Singapur — eine multikulturelle Metropole und geschätzter Kunde deutscher Exporte.

Otto Huber
24.11.2013, 11:56 Uhr
Beitrag von Otto Huber

„Seit Mai war i scho nimma dahoam“, klagt der Martl, ein altgedienter Bierzeltmusiker aus Wolnzach in der Hollertau. Als Posaunist und Sänger tingelte er mit seiner „Bavarian Band“ zwischen Tokio, Peking und Kuala Lumpur von einem Zelt zum anderen. Das Oktoberfest in Singapur ist die letzte Station. „Das einzige“, sagt der Martl, „was als original bayrisch gilt ist in München steht ein Hofbräuhaus oans, zwoa, drei g’suffa . . .“ Ansonsten schätze das Publikum eher Schunkellieder oder internationale Hits. Das ist Globalisierung einmal anders herum!

Das Bierzelt mit der überdimensionalen Klimaanlage auf Pulau Keppel im vornehmen Harbour Front Bezirk kommt natürlich aus Deutschland. Ebenso die Biertische, die Tischdecken mit den weißblauen Rautenmustern und die Kloh-Häusl. Die Messingzapfhähne blitzen wie Gold und die Alufässer einer Münchner Brauerei werden täglich per Luftfracht angeliefert. Der Eintritt kostet 65.— €, die Maß Bier um die 20.— €. Man gönnt sich ja sonst nichts.

Nürnberger Bratwürstl im quirligen Chinatown.
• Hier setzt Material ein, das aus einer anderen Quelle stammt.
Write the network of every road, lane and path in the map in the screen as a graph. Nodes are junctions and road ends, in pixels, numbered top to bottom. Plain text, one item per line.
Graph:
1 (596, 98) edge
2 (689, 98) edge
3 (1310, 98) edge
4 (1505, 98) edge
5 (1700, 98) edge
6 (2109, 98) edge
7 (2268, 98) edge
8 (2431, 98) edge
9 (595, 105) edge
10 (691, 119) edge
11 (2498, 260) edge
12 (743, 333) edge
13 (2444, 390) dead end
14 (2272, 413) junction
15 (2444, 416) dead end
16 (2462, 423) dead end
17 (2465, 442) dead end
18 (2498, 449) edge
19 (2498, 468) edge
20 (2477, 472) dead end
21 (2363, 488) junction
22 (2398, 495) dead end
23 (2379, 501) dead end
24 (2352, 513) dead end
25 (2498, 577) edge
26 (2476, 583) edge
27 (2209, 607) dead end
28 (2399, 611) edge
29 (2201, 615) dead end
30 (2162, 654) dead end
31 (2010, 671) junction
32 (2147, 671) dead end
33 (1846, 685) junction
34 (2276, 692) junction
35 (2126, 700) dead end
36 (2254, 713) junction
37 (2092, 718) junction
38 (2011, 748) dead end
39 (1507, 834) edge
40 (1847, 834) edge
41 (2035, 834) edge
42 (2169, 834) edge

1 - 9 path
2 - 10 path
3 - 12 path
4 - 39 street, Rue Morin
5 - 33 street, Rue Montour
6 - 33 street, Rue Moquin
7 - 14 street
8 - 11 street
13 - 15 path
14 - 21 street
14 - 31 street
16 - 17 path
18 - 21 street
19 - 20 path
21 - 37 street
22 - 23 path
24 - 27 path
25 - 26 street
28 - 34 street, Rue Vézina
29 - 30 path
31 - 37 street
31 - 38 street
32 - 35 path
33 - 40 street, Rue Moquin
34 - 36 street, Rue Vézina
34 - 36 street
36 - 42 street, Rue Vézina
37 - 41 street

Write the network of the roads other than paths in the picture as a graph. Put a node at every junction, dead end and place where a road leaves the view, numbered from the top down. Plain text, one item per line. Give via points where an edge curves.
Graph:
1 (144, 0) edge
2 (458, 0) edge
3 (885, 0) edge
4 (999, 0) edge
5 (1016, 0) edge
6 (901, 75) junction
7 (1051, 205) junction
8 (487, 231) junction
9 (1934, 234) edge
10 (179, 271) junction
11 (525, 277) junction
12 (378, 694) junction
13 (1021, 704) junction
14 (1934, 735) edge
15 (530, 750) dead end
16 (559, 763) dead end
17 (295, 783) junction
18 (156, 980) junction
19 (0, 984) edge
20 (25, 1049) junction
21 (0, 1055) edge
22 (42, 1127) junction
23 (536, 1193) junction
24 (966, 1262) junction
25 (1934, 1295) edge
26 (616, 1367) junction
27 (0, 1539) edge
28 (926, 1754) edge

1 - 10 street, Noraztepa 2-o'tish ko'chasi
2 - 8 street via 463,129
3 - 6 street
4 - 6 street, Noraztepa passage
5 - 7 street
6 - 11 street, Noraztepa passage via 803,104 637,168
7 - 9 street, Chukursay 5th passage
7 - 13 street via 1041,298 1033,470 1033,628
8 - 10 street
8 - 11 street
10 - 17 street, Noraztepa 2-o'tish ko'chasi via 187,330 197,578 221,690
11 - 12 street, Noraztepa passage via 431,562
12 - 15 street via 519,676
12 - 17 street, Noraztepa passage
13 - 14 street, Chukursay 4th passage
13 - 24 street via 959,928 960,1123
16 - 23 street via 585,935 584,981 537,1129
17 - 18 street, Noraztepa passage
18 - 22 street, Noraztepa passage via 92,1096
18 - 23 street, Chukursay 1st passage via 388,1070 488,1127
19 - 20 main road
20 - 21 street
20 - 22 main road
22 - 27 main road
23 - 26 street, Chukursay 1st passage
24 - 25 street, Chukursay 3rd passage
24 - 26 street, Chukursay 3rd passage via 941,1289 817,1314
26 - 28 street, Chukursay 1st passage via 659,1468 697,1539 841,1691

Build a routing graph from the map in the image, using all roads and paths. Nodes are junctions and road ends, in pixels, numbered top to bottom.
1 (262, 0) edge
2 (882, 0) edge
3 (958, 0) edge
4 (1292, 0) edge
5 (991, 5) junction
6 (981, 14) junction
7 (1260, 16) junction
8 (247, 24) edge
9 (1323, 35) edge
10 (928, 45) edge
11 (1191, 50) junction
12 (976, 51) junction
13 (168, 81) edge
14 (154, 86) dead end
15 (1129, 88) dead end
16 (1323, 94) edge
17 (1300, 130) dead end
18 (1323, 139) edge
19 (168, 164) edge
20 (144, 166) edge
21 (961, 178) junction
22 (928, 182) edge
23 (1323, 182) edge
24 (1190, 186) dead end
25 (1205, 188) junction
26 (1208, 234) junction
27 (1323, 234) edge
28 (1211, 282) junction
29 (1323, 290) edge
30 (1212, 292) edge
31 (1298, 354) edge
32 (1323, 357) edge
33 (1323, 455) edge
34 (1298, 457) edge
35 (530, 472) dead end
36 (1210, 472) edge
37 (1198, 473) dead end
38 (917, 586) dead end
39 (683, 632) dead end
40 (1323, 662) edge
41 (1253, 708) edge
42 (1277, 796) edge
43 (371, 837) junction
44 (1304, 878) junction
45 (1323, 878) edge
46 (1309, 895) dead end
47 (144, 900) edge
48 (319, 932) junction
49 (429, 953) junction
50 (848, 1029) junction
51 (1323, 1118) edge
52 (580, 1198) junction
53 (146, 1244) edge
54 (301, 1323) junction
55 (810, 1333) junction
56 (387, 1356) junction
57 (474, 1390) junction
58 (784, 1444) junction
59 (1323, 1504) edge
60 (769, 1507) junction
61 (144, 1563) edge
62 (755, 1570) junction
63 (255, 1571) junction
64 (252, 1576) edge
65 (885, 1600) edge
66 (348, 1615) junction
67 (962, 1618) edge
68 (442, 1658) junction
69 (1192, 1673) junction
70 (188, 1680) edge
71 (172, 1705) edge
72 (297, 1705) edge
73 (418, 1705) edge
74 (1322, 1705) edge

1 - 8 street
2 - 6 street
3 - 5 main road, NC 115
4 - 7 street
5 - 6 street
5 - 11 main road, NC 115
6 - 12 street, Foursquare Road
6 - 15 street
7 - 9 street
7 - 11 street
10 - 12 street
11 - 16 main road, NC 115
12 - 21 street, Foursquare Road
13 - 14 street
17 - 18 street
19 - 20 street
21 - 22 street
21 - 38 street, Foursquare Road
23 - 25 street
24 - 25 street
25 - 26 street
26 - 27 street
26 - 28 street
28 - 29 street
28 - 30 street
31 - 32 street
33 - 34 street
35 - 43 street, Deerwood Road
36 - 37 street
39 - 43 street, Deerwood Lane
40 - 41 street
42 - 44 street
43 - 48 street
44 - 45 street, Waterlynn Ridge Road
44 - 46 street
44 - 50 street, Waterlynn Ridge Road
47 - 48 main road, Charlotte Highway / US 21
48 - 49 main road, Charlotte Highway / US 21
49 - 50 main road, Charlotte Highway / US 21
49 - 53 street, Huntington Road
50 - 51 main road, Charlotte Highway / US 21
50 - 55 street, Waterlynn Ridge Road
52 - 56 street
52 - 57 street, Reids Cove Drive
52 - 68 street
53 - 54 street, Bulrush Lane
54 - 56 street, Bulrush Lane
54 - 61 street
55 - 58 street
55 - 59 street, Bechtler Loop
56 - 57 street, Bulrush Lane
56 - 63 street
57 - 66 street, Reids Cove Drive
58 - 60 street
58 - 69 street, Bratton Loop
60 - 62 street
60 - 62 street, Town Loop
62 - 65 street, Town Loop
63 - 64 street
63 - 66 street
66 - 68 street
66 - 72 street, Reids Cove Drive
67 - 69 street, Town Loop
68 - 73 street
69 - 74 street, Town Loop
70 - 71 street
In Singapurs Chinatown steht „Erichs last Wuerstelstand before Äquator“. Der Wirt, eine Art oberösterreichischer Obelix mit gemütlichem Schmerbauch legt Wert auf die Tatsache, dass seine Weiß-, Leber- und Bratwürste dreimal die Woche frisch aus Nürnberg eingeflogen werden.

Singapur ist eine multikulturelle kosmopolitische Metropole in der unterschiedlichste Rassen und Religionen friedlich zusammenleben. Hier haben leuchtend weiß gestrichene anglikanische Kirchen aus der Kolonialzeit ebenso Platz wie Moscheen, deren türkis gekachelten Minarette in der Sonne glänzen. Buddhistische Pagoden stehen neben Hindutempeln mit ihren ungezählten Göttern die in fröhliche Buntheit die Lebensfreude Indiens widerspiegeln. An der Uferpromenade am Boat Quay auf der Terrasse vor einem der restaurierten Lagerhäuser geniest man die kulinarischen Köstlichkeiten aller denkbarer asiatischer Küchen während der Singapur River im Rhythmus der Gezeiten träge hin und her schwappt. Man kann sich kaum vorstellen wie es hier vor 60 Jahren ausgesehen hat. Armut, Slums, Dreck, Mafia, Straßenkämpfe, Drogendealer und eine kommunistische Stadtguerilla prägten damals das Bild Singapurs.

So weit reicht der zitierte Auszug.